[SUPPLIED MATERIAL]
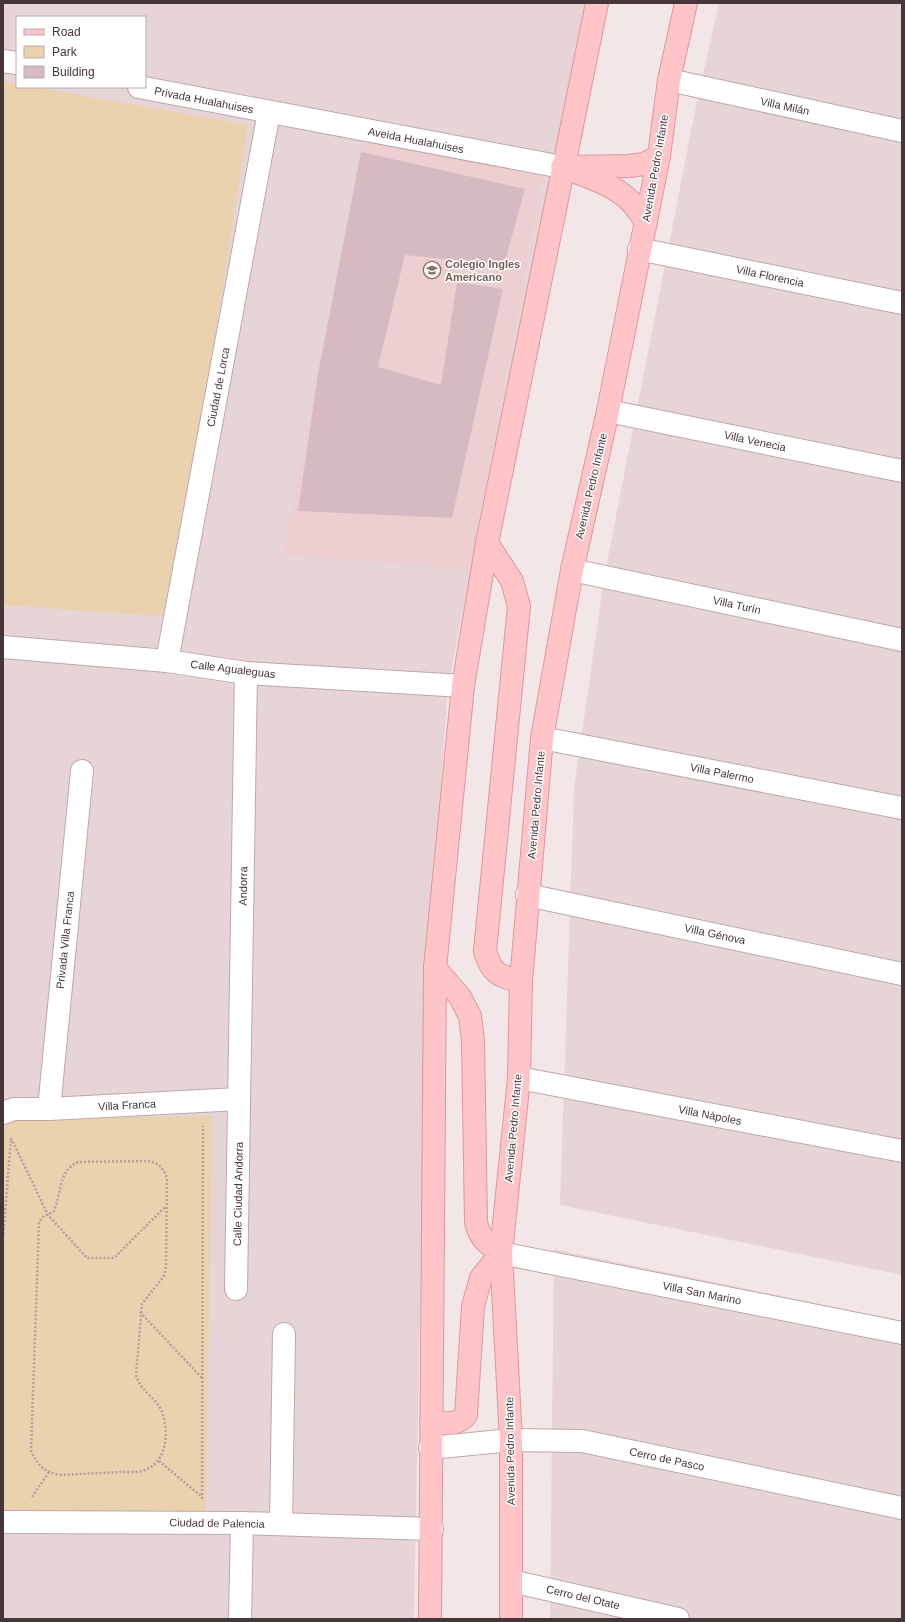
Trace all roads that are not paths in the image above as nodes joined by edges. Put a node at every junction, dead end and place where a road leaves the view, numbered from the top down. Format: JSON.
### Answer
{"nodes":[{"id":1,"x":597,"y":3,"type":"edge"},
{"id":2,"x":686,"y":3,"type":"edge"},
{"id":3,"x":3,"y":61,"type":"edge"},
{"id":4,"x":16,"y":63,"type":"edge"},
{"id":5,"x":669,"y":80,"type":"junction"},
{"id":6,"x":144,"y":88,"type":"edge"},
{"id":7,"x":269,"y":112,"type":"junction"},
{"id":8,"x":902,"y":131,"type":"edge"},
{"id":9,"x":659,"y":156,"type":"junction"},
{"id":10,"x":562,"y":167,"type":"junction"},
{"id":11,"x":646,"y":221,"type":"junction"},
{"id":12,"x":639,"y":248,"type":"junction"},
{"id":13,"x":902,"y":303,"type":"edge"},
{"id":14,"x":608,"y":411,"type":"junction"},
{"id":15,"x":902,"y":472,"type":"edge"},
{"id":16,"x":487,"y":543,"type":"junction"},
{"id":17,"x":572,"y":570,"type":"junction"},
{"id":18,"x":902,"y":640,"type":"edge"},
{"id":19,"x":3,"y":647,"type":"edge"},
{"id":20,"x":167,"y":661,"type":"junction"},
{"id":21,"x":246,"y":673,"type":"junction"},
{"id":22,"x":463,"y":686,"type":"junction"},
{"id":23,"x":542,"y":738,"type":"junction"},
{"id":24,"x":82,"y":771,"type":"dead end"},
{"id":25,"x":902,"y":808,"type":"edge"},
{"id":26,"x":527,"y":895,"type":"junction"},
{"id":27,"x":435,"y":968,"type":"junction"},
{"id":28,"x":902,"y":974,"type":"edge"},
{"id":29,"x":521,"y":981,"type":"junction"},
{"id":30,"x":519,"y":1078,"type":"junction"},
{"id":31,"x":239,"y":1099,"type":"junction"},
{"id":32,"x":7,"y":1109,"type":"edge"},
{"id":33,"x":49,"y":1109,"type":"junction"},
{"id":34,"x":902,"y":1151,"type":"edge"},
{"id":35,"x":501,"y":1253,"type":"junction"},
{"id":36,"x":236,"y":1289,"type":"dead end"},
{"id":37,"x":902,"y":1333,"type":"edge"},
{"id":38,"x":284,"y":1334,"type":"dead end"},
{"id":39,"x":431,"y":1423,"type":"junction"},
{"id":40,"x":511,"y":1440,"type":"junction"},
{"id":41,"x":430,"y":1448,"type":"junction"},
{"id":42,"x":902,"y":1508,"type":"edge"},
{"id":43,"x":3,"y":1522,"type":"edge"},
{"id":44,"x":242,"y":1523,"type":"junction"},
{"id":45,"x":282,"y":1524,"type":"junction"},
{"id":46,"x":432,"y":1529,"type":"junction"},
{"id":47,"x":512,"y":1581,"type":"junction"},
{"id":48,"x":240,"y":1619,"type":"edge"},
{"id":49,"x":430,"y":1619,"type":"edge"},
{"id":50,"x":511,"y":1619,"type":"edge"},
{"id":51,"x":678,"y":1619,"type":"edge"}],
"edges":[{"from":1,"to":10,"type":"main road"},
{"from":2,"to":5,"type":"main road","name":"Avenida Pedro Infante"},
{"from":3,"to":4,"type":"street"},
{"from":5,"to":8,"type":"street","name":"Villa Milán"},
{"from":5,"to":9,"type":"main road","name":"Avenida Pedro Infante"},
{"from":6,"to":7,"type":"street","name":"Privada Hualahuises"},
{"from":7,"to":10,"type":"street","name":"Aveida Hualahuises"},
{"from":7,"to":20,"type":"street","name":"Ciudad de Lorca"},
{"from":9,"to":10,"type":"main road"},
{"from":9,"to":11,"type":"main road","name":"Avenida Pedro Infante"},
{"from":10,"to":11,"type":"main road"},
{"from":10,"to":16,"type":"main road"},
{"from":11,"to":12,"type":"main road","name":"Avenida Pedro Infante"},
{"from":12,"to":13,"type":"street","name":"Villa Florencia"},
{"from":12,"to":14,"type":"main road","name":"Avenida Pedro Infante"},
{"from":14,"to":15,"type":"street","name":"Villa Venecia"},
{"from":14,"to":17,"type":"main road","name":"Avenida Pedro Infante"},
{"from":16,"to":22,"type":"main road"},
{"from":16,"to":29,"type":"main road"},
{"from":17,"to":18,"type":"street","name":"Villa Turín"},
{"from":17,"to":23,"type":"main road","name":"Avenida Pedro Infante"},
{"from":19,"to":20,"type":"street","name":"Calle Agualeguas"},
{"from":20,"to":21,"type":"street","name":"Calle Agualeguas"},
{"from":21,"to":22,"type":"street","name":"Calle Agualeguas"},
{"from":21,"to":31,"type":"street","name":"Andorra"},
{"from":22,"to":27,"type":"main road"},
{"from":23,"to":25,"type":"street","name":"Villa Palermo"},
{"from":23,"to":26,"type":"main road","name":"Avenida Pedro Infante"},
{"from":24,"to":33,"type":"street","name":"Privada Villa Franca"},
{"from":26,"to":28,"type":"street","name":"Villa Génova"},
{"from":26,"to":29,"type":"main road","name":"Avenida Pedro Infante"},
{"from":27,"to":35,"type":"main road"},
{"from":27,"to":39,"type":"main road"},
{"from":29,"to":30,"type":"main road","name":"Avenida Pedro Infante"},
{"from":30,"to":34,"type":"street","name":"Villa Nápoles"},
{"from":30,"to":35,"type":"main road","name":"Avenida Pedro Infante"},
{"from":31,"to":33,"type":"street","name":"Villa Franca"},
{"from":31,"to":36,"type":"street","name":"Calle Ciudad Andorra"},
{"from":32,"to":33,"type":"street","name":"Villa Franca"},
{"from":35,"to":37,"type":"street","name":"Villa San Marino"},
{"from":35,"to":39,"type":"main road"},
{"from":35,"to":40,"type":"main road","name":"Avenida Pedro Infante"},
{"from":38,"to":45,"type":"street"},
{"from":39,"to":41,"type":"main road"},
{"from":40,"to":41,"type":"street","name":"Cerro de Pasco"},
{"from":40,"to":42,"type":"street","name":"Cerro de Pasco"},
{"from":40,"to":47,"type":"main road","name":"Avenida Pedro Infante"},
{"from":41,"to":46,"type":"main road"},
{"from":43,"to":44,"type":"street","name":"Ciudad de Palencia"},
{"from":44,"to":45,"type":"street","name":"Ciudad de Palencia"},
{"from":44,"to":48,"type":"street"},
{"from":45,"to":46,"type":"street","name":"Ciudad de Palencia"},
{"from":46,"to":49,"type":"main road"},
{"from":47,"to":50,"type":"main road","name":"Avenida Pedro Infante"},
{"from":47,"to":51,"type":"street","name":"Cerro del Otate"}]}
[/SUPPLIED MATERIAL]
[SUPPLIED MATERIAL]
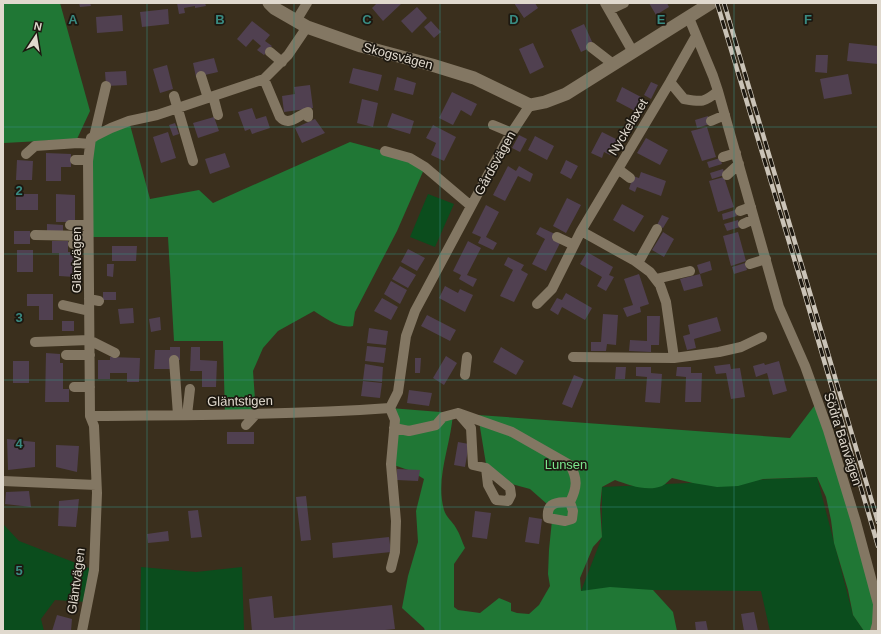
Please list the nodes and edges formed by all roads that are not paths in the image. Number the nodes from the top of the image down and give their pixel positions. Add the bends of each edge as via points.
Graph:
[/SUPPLIED MATERIAL]
[SUPPLIED MATERIAL]
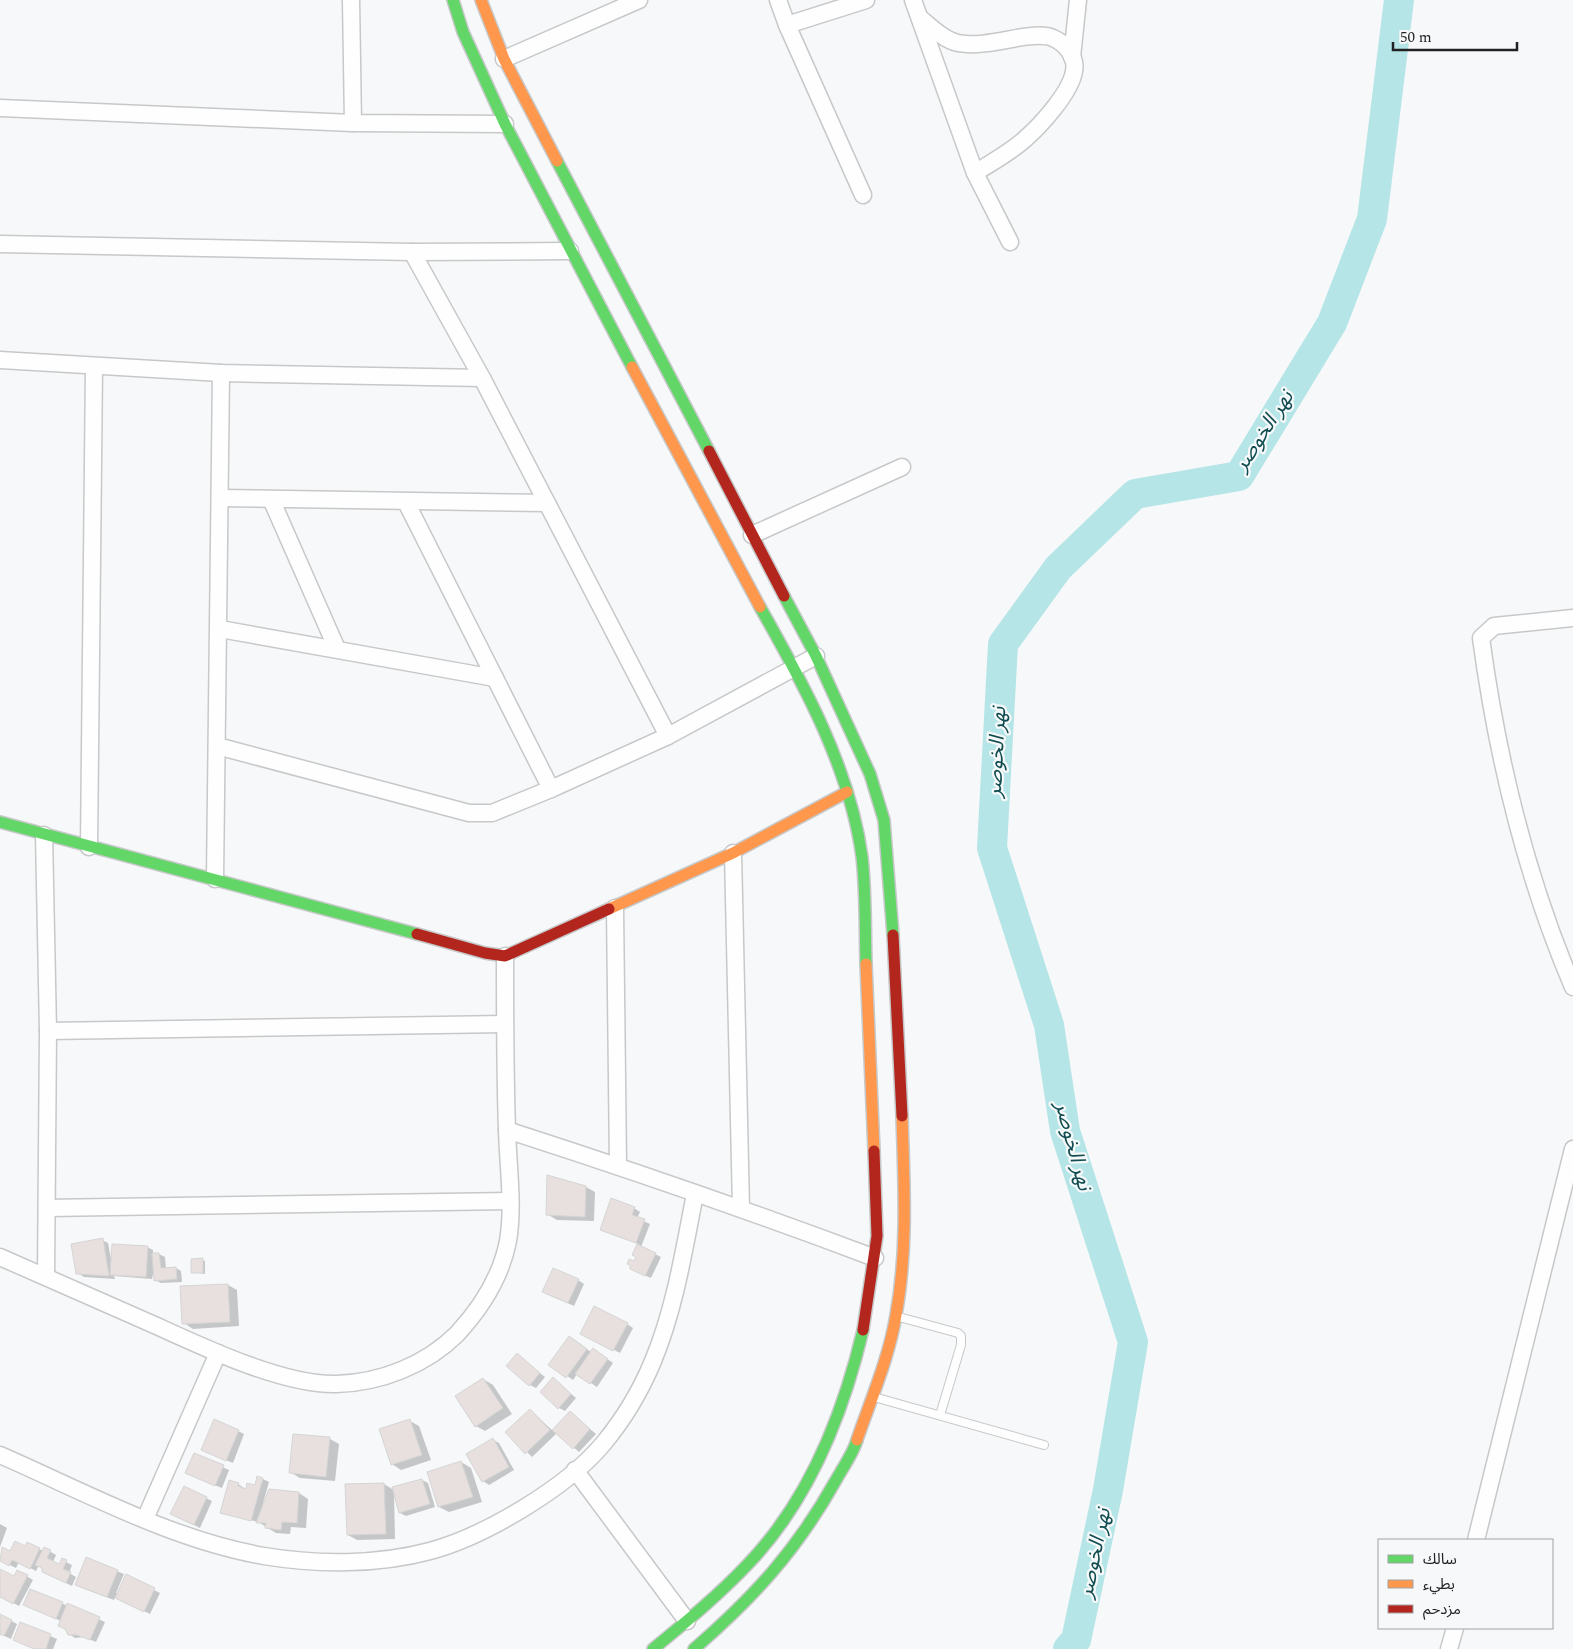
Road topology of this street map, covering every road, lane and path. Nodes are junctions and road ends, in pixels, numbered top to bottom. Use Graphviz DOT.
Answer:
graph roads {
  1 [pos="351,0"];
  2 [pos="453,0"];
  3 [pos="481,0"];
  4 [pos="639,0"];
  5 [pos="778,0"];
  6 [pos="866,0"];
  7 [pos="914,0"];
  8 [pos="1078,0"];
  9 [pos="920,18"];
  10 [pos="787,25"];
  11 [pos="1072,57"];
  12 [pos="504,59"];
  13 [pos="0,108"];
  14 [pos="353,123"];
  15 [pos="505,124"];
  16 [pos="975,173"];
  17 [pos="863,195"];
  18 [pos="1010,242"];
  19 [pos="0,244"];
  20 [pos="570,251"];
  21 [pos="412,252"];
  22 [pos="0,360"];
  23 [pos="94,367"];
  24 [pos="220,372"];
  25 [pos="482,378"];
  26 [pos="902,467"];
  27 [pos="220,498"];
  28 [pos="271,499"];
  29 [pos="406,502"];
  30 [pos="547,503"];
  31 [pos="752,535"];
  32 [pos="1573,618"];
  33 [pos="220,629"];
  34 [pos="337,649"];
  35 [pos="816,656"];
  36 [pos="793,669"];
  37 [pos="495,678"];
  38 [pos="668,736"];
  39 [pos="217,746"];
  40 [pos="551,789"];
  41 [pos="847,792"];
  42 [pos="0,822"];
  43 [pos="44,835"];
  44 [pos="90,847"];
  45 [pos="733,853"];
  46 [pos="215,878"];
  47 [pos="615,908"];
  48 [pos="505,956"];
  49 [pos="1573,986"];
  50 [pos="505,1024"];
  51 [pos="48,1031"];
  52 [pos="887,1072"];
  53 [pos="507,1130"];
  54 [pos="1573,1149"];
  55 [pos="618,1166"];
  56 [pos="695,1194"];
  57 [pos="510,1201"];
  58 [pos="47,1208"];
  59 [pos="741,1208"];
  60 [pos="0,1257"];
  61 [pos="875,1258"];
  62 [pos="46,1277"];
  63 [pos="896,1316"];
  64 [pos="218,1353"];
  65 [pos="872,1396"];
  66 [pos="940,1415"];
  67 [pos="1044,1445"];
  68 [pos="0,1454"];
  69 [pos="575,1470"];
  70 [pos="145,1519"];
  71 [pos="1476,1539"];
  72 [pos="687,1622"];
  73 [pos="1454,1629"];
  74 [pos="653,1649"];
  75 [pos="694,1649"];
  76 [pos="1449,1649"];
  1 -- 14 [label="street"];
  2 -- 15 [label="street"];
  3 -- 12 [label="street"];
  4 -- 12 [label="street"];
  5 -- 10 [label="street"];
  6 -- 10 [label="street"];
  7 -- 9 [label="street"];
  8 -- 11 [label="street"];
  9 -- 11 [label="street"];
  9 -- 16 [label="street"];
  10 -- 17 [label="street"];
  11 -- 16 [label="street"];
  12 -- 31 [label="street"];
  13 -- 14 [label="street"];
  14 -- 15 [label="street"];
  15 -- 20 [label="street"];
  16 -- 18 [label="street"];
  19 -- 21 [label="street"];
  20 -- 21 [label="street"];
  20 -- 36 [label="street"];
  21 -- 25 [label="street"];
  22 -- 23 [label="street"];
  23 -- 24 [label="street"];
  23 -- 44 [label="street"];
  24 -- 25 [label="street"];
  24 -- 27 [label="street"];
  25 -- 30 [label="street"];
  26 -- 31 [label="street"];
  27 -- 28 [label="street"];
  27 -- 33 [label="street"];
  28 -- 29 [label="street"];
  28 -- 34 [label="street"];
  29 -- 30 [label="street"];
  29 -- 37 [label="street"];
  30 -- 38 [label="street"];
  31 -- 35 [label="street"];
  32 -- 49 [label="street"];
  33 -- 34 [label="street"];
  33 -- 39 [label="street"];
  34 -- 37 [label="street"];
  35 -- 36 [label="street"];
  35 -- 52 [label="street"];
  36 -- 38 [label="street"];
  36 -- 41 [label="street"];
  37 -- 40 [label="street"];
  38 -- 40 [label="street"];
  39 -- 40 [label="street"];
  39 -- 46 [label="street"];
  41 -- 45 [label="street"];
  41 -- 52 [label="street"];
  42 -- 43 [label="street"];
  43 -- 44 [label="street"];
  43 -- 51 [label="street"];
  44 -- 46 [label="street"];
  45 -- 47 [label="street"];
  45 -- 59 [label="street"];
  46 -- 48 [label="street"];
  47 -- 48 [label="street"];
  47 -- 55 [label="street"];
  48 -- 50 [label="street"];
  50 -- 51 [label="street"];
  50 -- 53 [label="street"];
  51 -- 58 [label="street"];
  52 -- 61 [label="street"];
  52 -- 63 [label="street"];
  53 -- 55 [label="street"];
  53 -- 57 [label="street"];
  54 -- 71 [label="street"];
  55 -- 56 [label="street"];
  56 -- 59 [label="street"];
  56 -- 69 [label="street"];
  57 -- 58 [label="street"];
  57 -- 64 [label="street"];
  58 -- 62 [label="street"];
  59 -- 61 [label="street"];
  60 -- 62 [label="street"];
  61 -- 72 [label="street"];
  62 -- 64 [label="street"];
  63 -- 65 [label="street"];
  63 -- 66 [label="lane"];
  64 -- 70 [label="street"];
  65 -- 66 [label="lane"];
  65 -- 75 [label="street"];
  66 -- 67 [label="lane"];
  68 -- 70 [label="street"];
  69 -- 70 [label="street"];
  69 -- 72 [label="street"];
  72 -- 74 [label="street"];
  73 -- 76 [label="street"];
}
[/SUPPLIED MATERIAL]
All lines with the word "down" should be copied from the material above.

**RESULT OF THIS EXERCISE:**
Trace all roads that are not paths in the image above as nodes joined by edges. Put a node at every junction, dead end and place where a road leaves the view, numbered from the top down. Format: JSON.
Please list the nodes and edges formed by all roads that are not paths in the image. Number the nodes from the top of the image down and give their pixel positions. Add the bends of each edge as via points.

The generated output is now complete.